In lspci, there is no mention of four more adapters or a device with four interfaces....

Though I will try the e1000e module again....

----------

## snIP3r

hi again!

ahhh, ok, igb. but now after checking the lspci output again is see what you mean. there has to be an additional line with the quad nic card. i assume the quad-nic card is not recognized by bios also. perhaps some additional chipset driver is missing? are you sure the card is working properly?

just my 2 cents

snIP3r

----------

## Rob101

Thanks for your input snIP3r.

I'm not 100% sure i have everything in the kernel (i just found out i missed a DMA options and am re-compiling now.)

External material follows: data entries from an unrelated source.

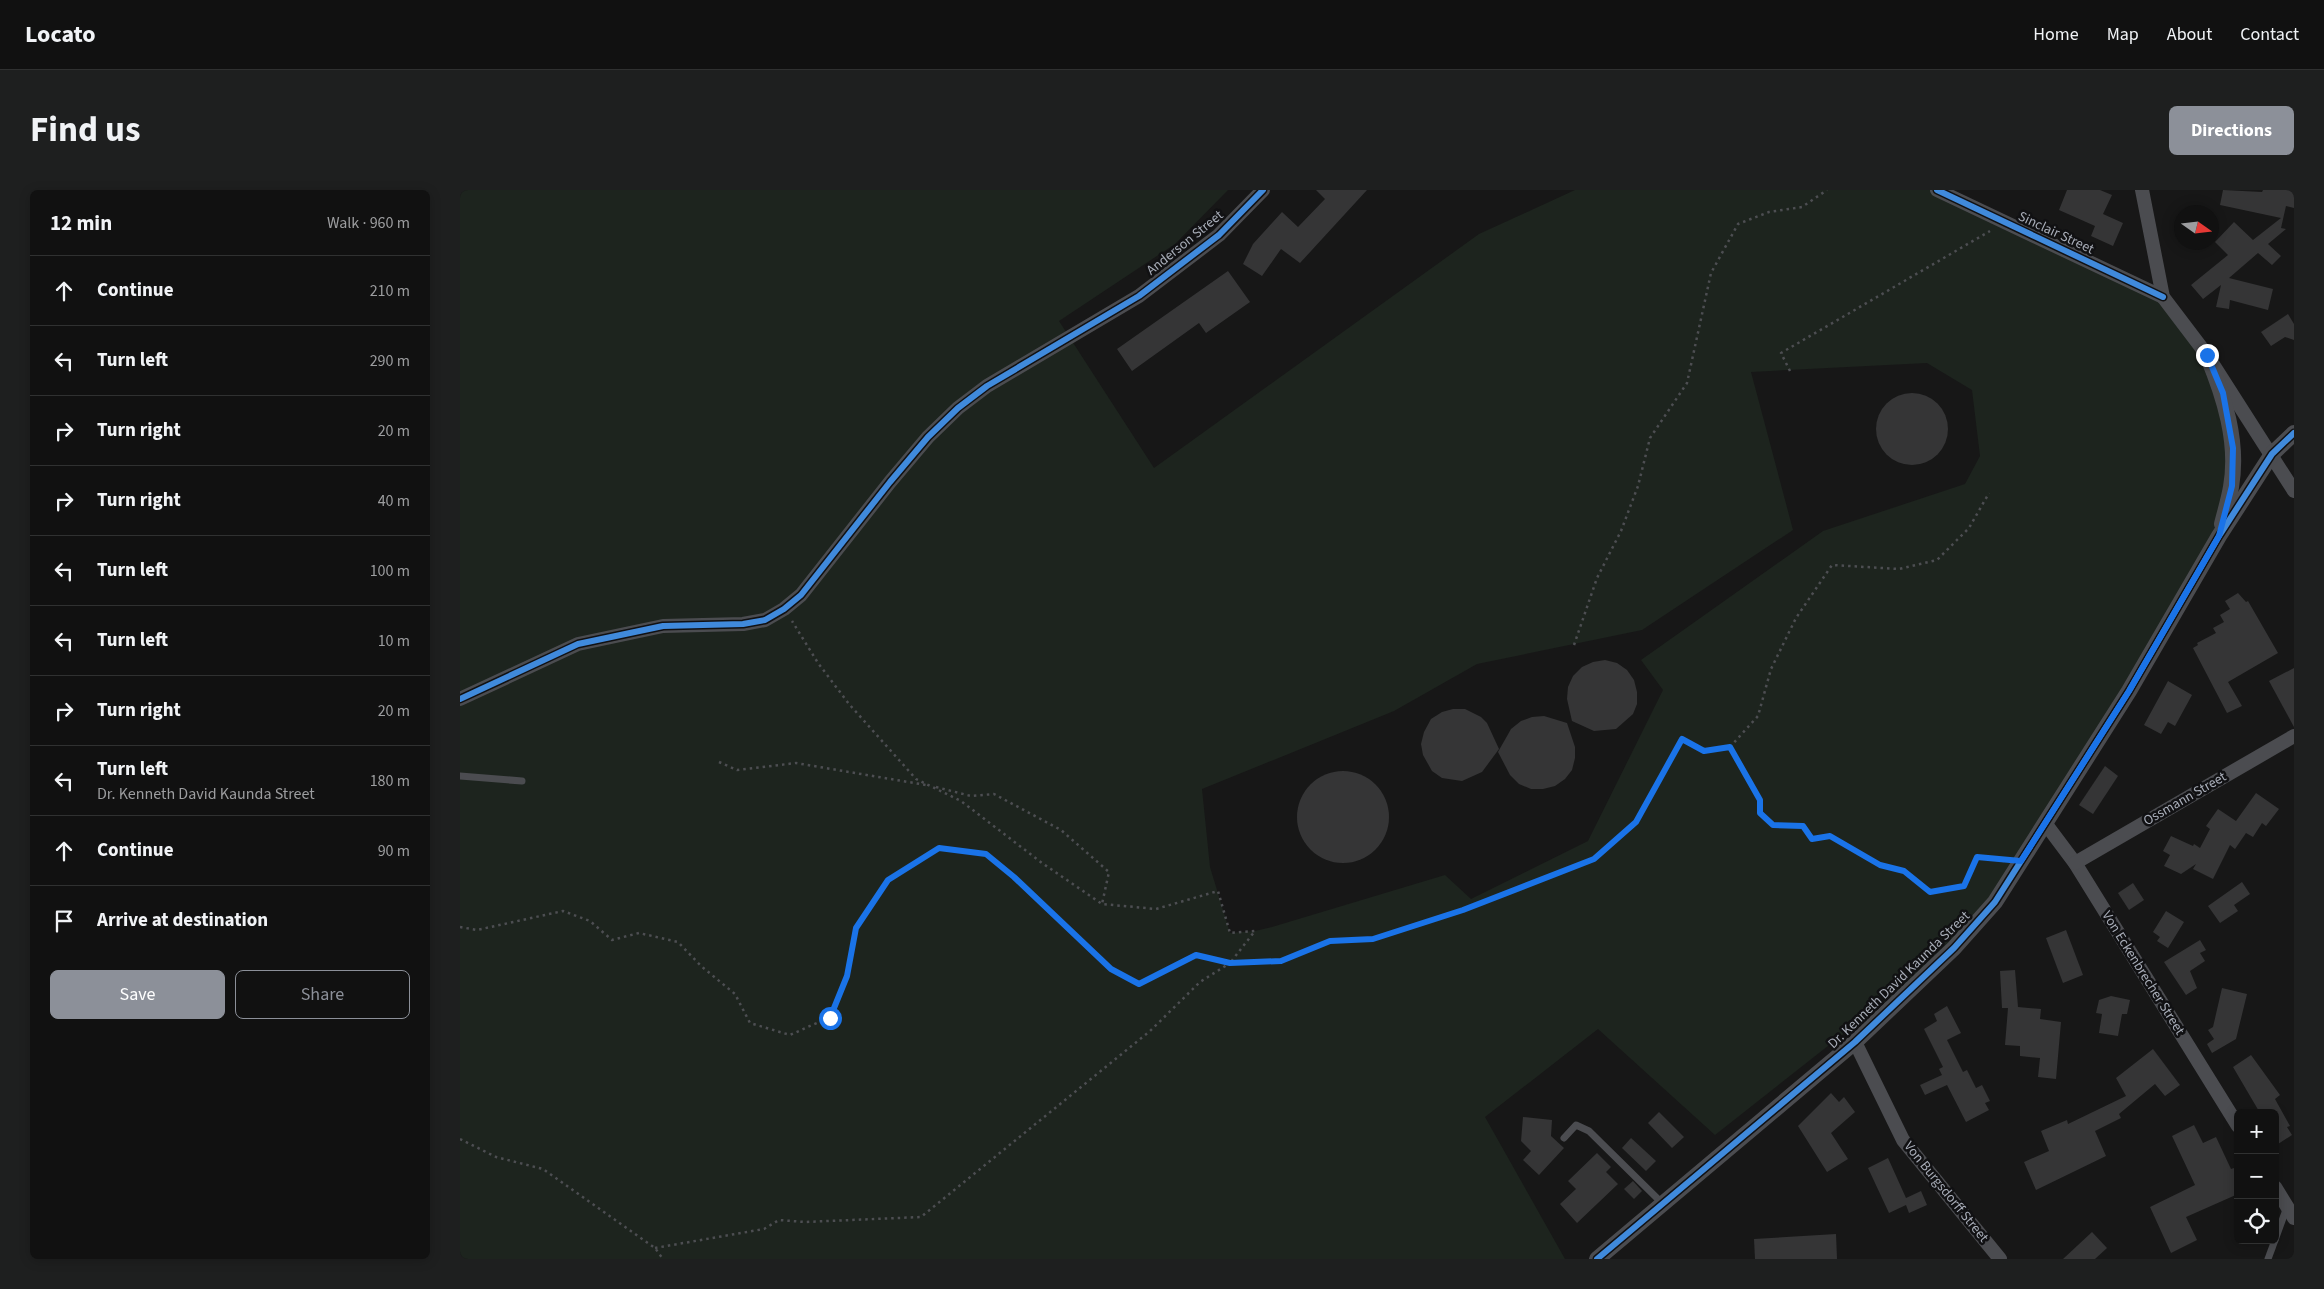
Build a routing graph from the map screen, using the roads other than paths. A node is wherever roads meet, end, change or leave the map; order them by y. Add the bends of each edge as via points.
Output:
1 (1263, 190) edge
2 (1937, 190) edge
3 (2142, 190) edge
4 (2164, 297) junction
5 (2207, 355) junction
6 (2294, 433) edge
7 (2272, 454) junction
8 (2294, 490) edge
9 (2219, 536) junction
10 (460, 699) edge
11 (2294, 736) edge
12 (460, 776) edge
13 (522, 781) dead end
14 (2045, 823) junction
15 (2075, 863) junction
16 (1855, 1042) junction
17 (2234, 1120) edge
18 (1564, 1138) dead end
19 (2279, 1194) edge
20 (1663, 1203) junction
21 (2290, 1212) edge
22 (2279, 1233) edge
23 (2274, 1244) edge
24 (1597, 1259) edge
25 (2000, 1259) edge
26 (2268, 1259) edge

1 - 10 street, Anderson Street via 1219,235 1139,296 987,386 958,408 928,437 801,595 784,610 765,620 744,624 663,626 578,644
2 - 4 street, Sinclair Street
3 - 4 street
4 - 5 street
5 - 7 street
5 - 9 street via 2223,393 2233,448 2232,486
6 - 7 street, Dr. Kenneth David Kaunda Street
7 - 8 street
7 - 9 street, Dr. Kenneth David Kaunda Street
9 - 14 street, Dr. Kenneth David Kaunda Street via 2129,691
11 - 15 street, Ossmann Street
12 - 13 lane
14 - 15 street, Von Eckenbrecher Street
14 - 16 street, Dr. Kenneth David Kaunda Street via 1976,925
15 - 17 street, Von Eckenbrecher Street
16 - 20 street, Dr. Kenneth David Kaunda Street
16 - 25 street, Von Burgsdorff Street via 1903,1140
18 - 20 lane via 1576,1125 1589,1131
19 - 21 street
20 - 24 street, Dr. Kenneth David Kaunda Street
21 - 22 lane
23 - 26 lane

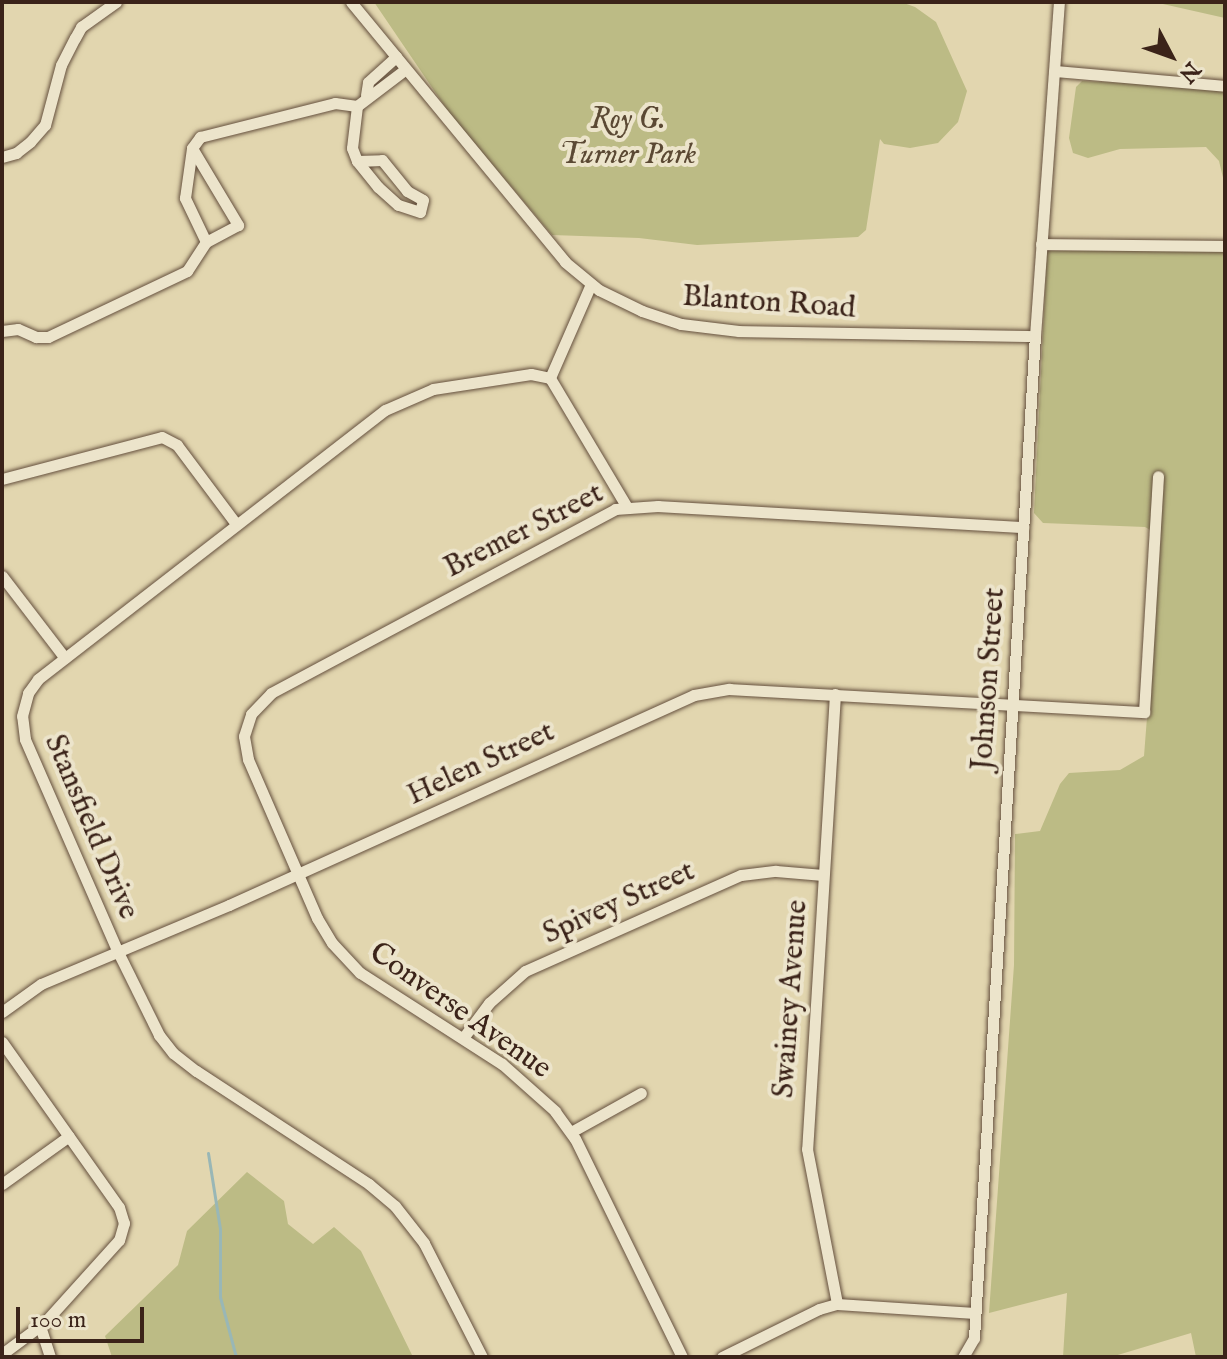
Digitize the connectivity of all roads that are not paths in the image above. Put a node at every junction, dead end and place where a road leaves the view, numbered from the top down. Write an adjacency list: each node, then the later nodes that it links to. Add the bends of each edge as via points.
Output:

I'm also re-looking at the gentoo handbook for more advice on options i shound enable and modules i shoud emerge.

Generally i like a very feature-less install for low maintainence and high stability.

the card is supposed to be good because this box was certified by the vendor.

Which means jack to me, so i'm going to take it out and try it in another windoze box shortly.

----------

## snIP3r

 *Rob101 wrote:*   

> 
> 
> Generally i like a very feature-less install for low maintainence and high stability.
> 
> 

 

 :Smile:  gentoo has very much features and IHMO maintenance is very high (because of installation of new packages from source). but also stability is very high.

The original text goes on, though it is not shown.